Task brief
Extract each line of the records below that contains the word "Фурманова".

Dataset extract

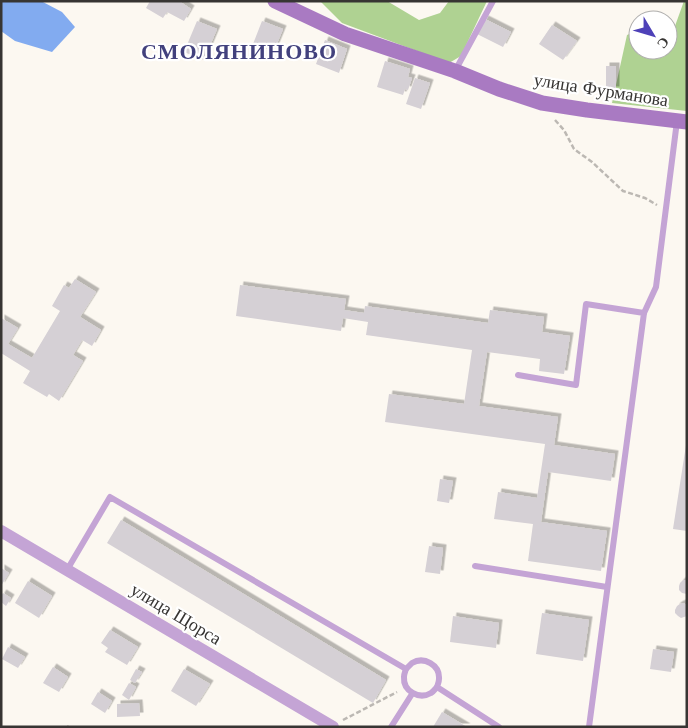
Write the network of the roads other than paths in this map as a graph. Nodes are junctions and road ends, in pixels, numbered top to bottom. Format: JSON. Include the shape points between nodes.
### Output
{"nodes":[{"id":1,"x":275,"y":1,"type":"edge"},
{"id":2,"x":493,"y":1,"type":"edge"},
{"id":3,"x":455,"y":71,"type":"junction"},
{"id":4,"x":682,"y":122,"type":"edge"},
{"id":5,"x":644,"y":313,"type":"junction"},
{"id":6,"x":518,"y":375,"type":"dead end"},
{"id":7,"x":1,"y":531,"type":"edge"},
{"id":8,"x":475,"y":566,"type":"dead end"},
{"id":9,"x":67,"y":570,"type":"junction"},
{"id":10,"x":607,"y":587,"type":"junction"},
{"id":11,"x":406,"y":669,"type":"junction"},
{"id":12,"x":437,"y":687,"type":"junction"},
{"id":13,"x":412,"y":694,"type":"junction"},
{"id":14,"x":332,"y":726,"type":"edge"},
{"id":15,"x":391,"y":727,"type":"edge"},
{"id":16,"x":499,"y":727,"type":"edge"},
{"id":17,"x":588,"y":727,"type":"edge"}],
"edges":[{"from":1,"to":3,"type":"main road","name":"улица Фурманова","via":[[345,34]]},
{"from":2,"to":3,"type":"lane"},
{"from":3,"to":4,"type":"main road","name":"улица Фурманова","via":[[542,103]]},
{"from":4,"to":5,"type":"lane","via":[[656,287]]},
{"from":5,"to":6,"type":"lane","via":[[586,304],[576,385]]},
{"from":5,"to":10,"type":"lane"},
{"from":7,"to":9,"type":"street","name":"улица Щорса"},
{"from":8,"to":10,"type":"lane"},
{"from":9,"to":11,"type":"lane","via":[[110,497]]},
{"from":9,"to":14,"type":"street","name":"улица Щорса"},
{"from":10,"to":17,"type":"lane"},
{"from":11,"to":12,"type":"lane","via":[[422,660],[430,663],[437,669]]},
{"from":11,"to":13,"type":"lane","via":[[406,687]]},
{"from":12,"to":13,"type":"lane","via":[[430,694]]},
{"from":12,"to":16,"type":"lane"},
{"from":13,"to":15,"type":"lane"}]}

Output below
"edges":[{"from":1,"to":3,"type":"main road","name":"улица Фурманова","via":[[345,34]]},
{"from":3,"to":4,"type":"main road","name":"улица Фурманова","via":[[542,103]]},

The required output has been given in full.